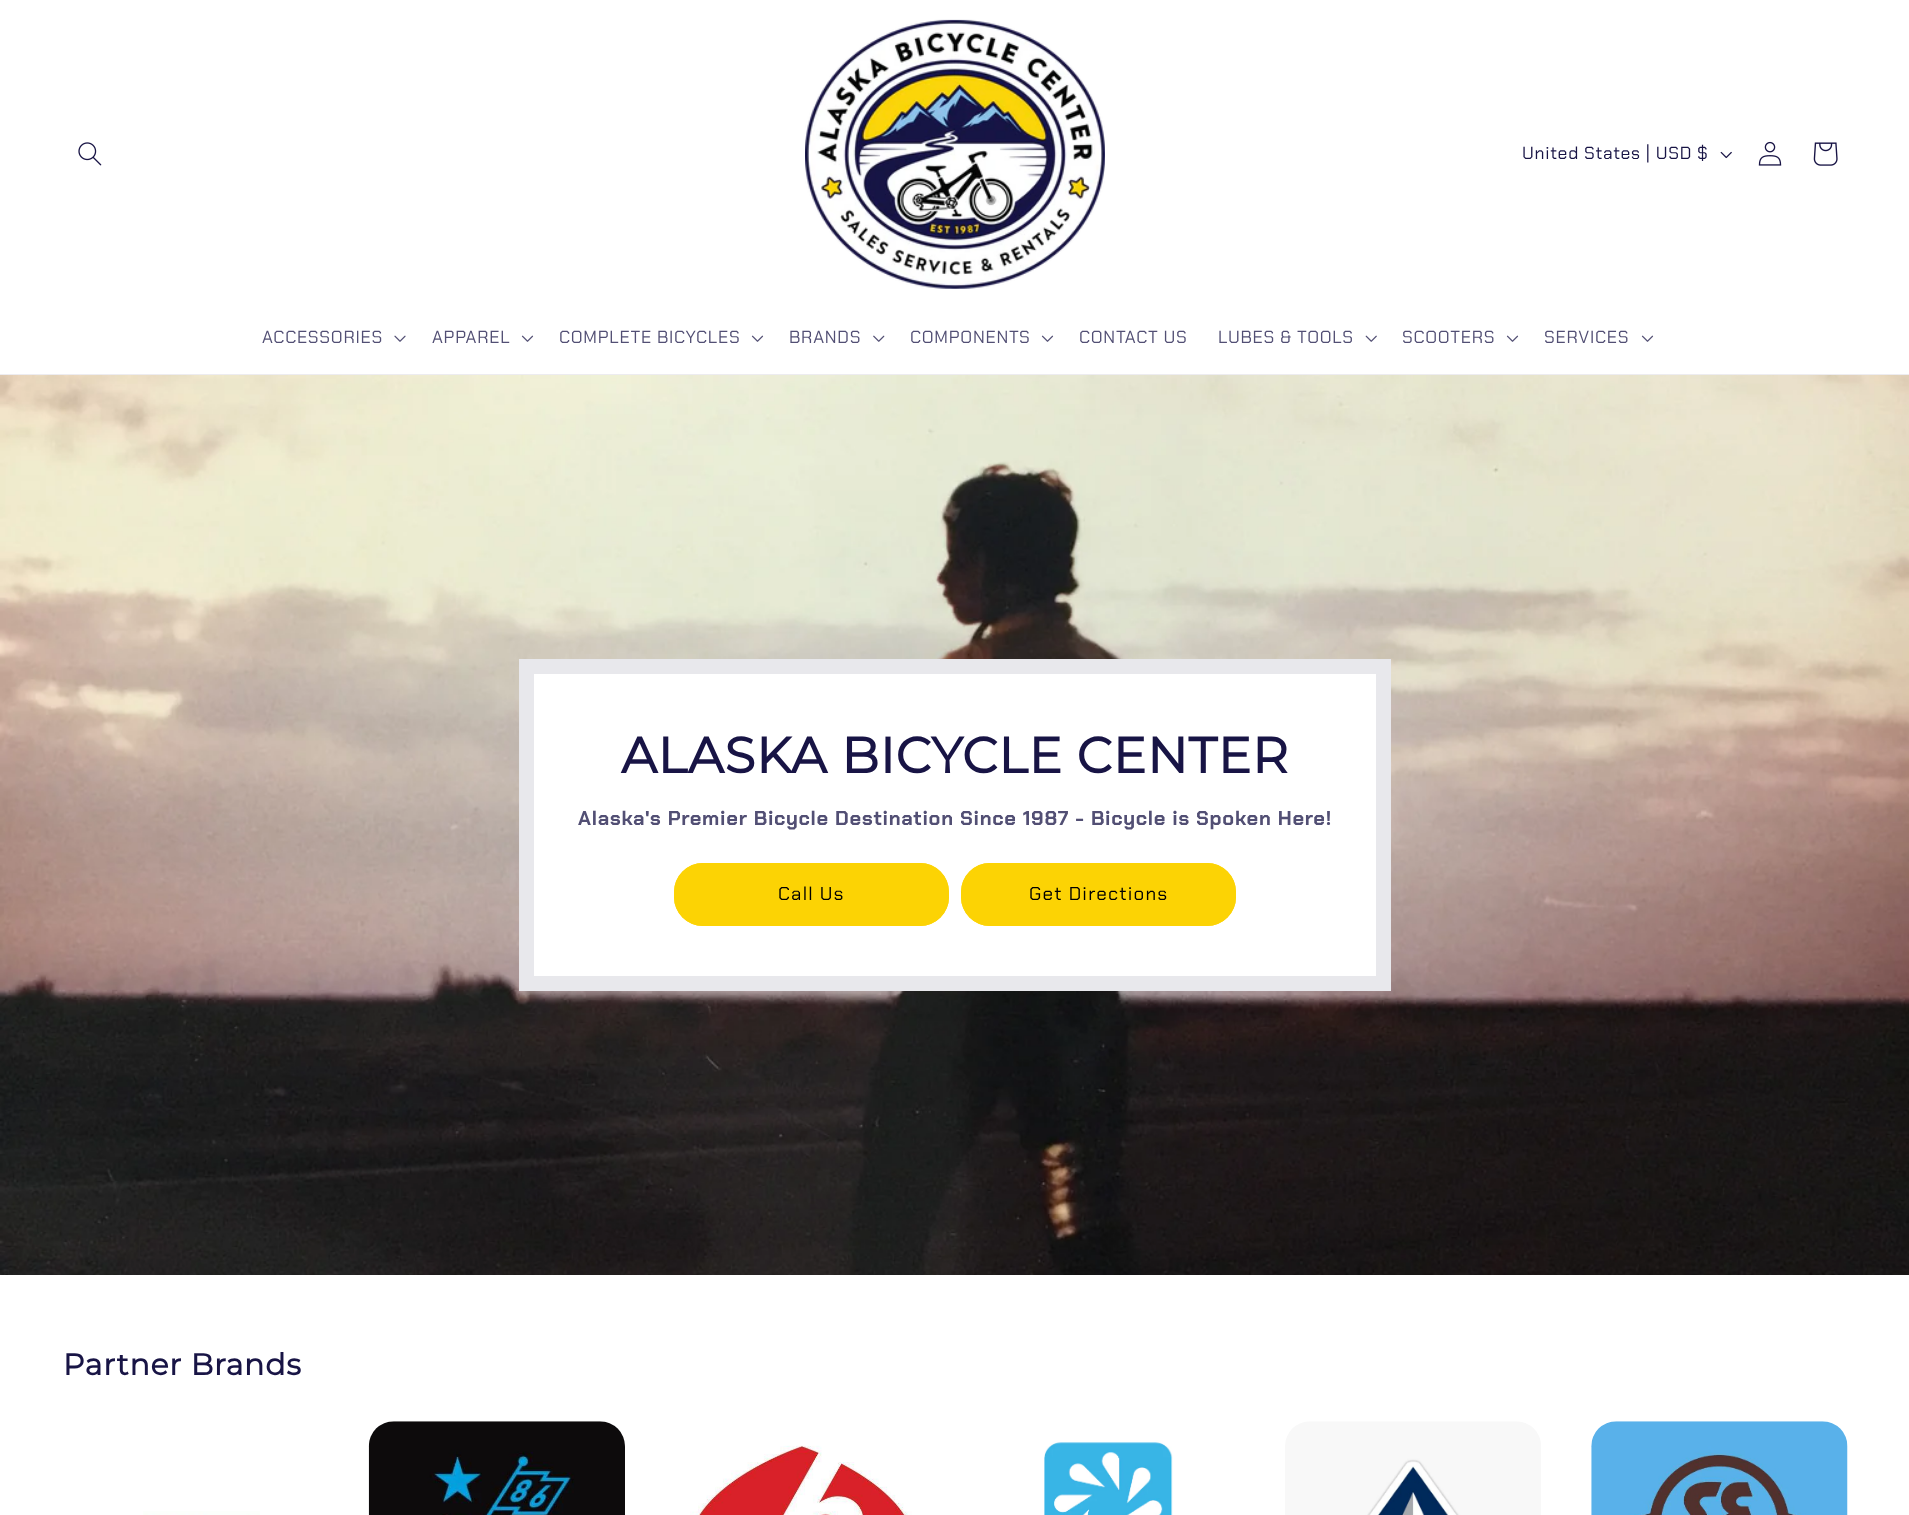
async function draw(canvas) {
  canvas.width = 1909
  canvas.height = 1515
  const ctx = canvas.getContext('2d')
  ctx.miterLimit = 4
  ctx.fontKerning = 'normal'
  async function loadImage(src) {
    const img = new Image()
    img.src = src
    await img.decode()
    return img
  }

  ctx.fillStyle = '#fff'
  ctx.fillRect(0, 0, 1909, 1515)
  ctx.fillStyle = '#edecf0'
  ctx.fillRect(0, 374, 1909, 1)
  ctx.drawImage(await loadImage('image0.png'), 78, 142, 24, 24)
  ctx.drawImage(await loadImage('image1.png'), 805, 19, 300, 270)
  ctx.letterSpacing = '0.75px'
  ctx.font = '17.5px Chakra Petch'
  ctx.fillStyle = '#181445'
  ctx.fillText('United States | USD $', 1522, 159)
  ctx.drawImage(await loadImage('image2.png'), 1720, 151, 12, 8)
  ctx.drawImage(await loadImage('image3.png'), 1758, 141, 24, 25)
  ctx.drawImage(await loadImage('image4.png'), 1813, 142, 25, 24)
  ctx.fillStyle = '#524f74'
  ctx.fillText('ACCESSORIES', 262, 343)
  ctx.drawImage(await loadImage('image5.png'), 394, 335, 12, 7)
  ctx.fillText('APPAREL', 432, 343)
  ctx.drawImage(await loadImage('image6.png'), 521, 335, 13, 7)
  ctx.fillText('COMPLETE BICYCLES', 559, 343)
  ctx.drawImage(await loadImage('image6.png'), 751, 335, 13, 7)
  ctx.fillText('BRANDS', 789, 343)
  ctx.drawImage(await loadImage('image7.png'), 873, 335, 12, 7)
  ctx.fillText('COMPONENTS', 910, 343)
  ctx.drawImage(await loadImage('image6.png'), 1041, 335, 13, 7)
  ctx.fillText('CONTACT US', 1079, 343)
  ctx.fillText('LUBES & TOOLS', 1218, 343)
  ctx.drawImage(await loadImage('image8.png'), 1365, 335, 12, 7)
  ctx.fillText('SCOOTERS', 1402, 343)
  ctx.drawImage(await loadImage('image6.png'), 1506, 335, 13, 7)
  ctx.fillText('SERVICES', 1544, 343)
  ctx.drawImage(await loadImage('image6.png'), 1641, 335, 13, 7)
  ctx.drawImage(await loadImage('image9.png'), 0, 375, 1909, 900)
  ctx.fillStyle = '#fff'
  ctx.beginPath()
  ctx.rect(526.5, 666.5, 857, 317)
  ctx.fill()
  ctx.strokeStyle = '#e8e8ec'
  ctx.lineWidth = 15
  ctx.stroke()
  ctx.font = 'bold 50px Montserrat'
  ctx.fillStyle = '#181445'
  ctx.fillText('ALASKA BICYCLE CENTER', 621, 773)
  ctx.font = 'bold 20px Chakra Petch'
  ctx.fillStyle = '#524f74'
  ctx.fillText('Alaska\'s Premier Bicycle Destination Since 1987 - Bicycle is Spoken Here!', 578, 825)
  ctx.fillStyle = '#fcd304'
  ctx.beginPath()
  ctx.roundRect(674, 863, 275, 63, 29)
  ctx.fill()
  ctx.beginPath()
  ctx.roundRect(676, 865, 271, 59, 27)
  ctx.strokeStyle = '#fcd304'
  ctx.lineWidth = 4
  ctx.stroke()
  ctx.letterSpacing = '1.25px'
  ctx.font = '18.75px Chakra Petch'
  ctx.fillStyle = '#000'
  ctx.fillText('Call Us', 778, 900)
  ctx.fillStyle = '#fcd304'
  ctx.beginPath()
  ctx.roundRect(961, 863, 275, 63, 29)
  ctx.fill()
  ctx.beginPath()
  ctx.roundRect(963, 865, 271, 59, 27)
  ctx.stroke()
  ctx.fillStyle = '#000'
  ctx.fillText('Get Directions', 1029, 900)
  ctx.letterSpacing = '0.75px'
  ctx.font = 'bold 30px Montserrat'
  ctx.fillStyle = '#181445'
  ctx.fillText('Partner Brands', 63, 1375)
  ctx.drawImage(await loadImage('image10.png'), 143, 1511, 117, 4)
  ctx.drawImage(await loadImage('image11.png'), 368, 1421, 257, 94)
  ctx.drawImage(await loadImage('image12.png'), 690, 1445, 222, 70)
  ctx.drawImage(await loadImage('image13.png'), 1044, 1440, 129, 75)
  ctx.drawImage(await loadImage('image14.png'), 1285, 1421, 256, 94)
  ctx.drawImage(await loadImage('image15.png'), 1591, 1421, 257, 94)
}

draw(document.querySelector('canvas'))
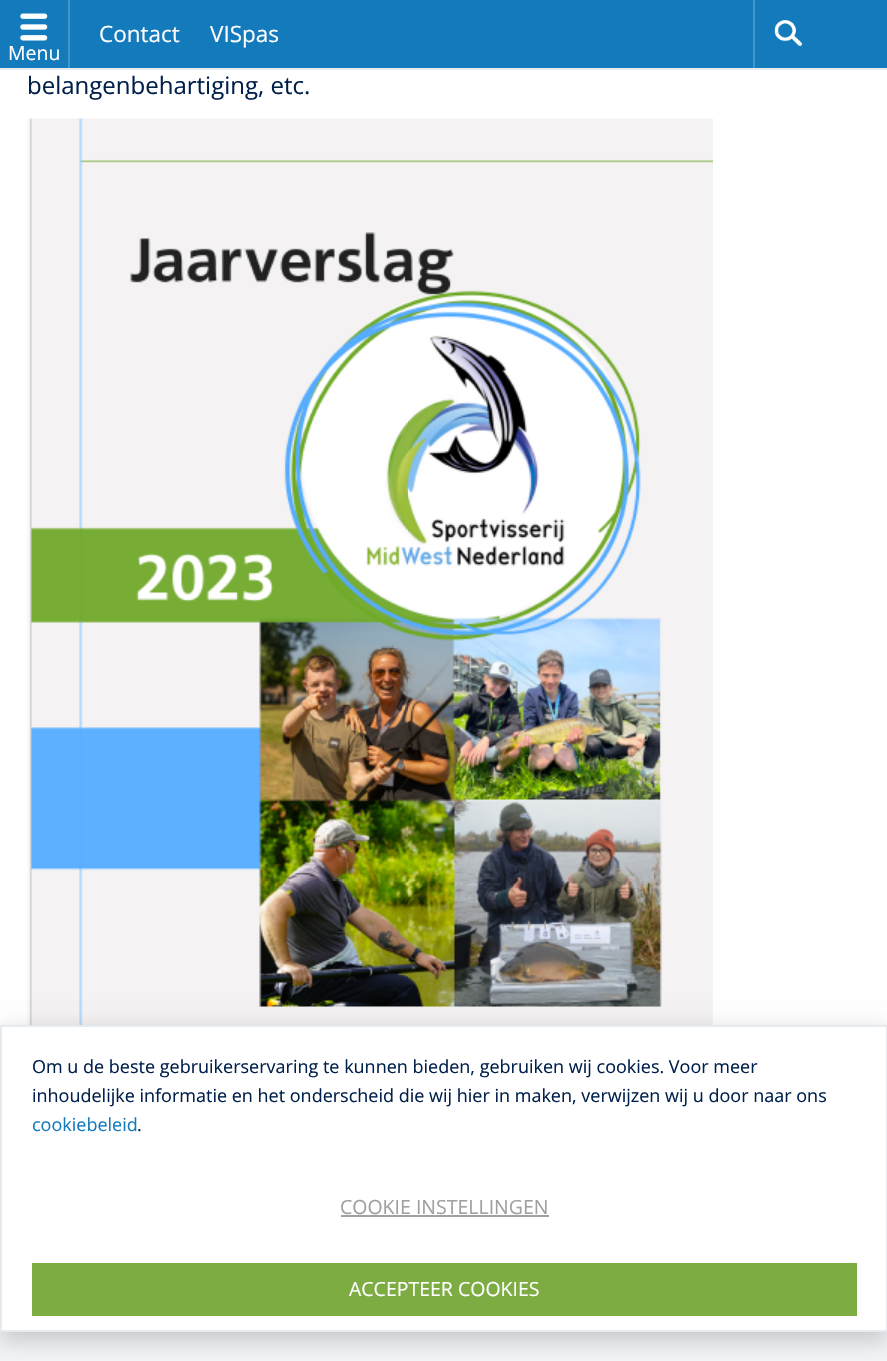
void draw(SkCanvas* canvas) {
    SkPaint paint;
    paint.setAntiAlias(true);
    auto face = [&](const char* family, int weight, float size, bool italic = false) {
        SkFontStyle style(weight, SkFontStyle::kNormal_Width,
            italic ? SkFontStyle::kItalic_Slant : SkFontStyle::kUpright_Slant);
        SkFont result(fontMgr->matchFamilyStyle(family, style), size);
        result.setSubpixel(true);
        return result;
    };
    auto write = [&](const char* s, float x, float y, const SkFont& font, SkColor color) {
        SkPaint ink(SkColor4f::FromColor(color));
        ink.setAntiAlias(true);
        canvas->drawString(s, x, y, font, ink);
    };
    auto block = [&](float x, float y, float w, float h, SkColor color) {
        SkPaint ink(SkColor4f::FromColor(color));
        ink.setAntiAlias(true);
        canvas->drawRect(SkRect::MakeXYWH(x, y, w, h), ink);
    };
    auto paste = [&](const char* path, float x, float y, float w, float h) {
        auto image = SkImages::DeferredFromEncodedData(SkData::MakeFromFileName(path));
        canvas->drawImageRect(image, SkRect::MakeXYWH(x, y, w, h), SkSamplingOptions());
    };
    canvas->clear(SK_ColorWHITE);
    block(0, 0, 887, 68, SkColorSetRGB(19, 122, 188));
    block(0, 68, 887, 2, SkColorSetRGB(230, 235, 240));
    auto kFont1 = face("Open Sans", 400, 22.5f);
    write("Contact", 99, 42, kFont1, SK_ColorWHITE);
    write("VISpas", 210, 42, kFont1, SK_ColorWHITE);
    paste("pic1.png", 774, 20, 28, 26);
    block(753, 0, 2, 68, SkColorSetRGB(66, 149, 201));
    block(68, 0, 2, 68, SkColorSetRGB(66, 149, 201));
    paste("pic2.png", 20, 13, 28, 28);
    auto kFont2 = face("Open Sans", 400, 19.5f);
    write("Menu", 8, 60, kFont2, SK_ColorWHITE);
    auto kFont3 = face("Open Sans", 400, 24);
    write("belangenbehartiging, etc.", 27, 94, kFont3, SkColorSetRGB(0, 31, 75));
    paste("pic3.png", 27, 118, 686, 907);
    block(0, 1332, 887, 29, SkColorSetRGB(243, 245, 248));
    paint.setColor(SkColorSetARGB(26, 0, 0, 0));
    paint.setMaskFilter(SkMaskFilter::MakeBlur(kNormal_SkBlurStyle, 11));
    canvas->drawRect(SkRect::MakeXYWH(0, 1032, 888, 308), paint);
    paint.setMaskFilter(nullptr);
    paint.setMaskFilter(SkMaskFilter::MakeBlur(kNormal_SkBlurStyle, 11));
    canvas->drawRect(SkRect::MakeXYWH(0, 1032, 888, 308), paint);
    paint.setMaskFilter(nullptr);
    paint.setColor(SK_ColorWHITE);
    canvas->drawRect(SkRect::MakeXYWH(1, 1026, 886, 305), paint);
    paint.setStyle(SkPaint::kStroke_Style);
    paint.setStrokeWidth(2);
    paint.setColor(SkColorSetRGB(230, 235, 240));
    canvas->drawRect(SkRect::MakeXYWH(1, 1026, 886, 305), paint);
    auto kFont4 = face("Open Sans", 400, 18);
    write("Om u de beste gebruikerservaring te kunnen bieden, gebruiken wij cookies. Voor meer", 32, 1073, kFont4, SkColorSetRGB(0, 31, 75));
    write("inhoudelijke informatie en het onderscheid die wij hier in maken, verwijzen wij u door naar ons", 32, 1102, kFont4, SkColorSetRGB(0, 31, 75));
    write("cookiebeleid", 32, 1131, kFont4, SkColorSetRGB(19, 122, 188));
    write(".", 137, 1131, kFont4, SkColorSetRGB(0, 31, 75));
    write("COOKIE INSTELLINGEN", 340, 1214, kFont2, SkColorSetRGB(160, 160, 160));
    block(341, 1215, 208, 2, SkColorSetRGB(160, 160, 160));
    block(32, 1263, 825, 53, SkColorSetRGB(125, 172, 66));
    write("ACCEPTEER COOKIES", 349, 1296, kFont2, SK_ColorWHITE);
}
········
• **Work order**
Find all lines holding the word "size" in the records above and copy them.

• **Output**
    auto face = [&](const char* family, int weight, float size, bool italic = false) {
        SkFont result(fontMgr->matchFamilyStyle(family, style), size);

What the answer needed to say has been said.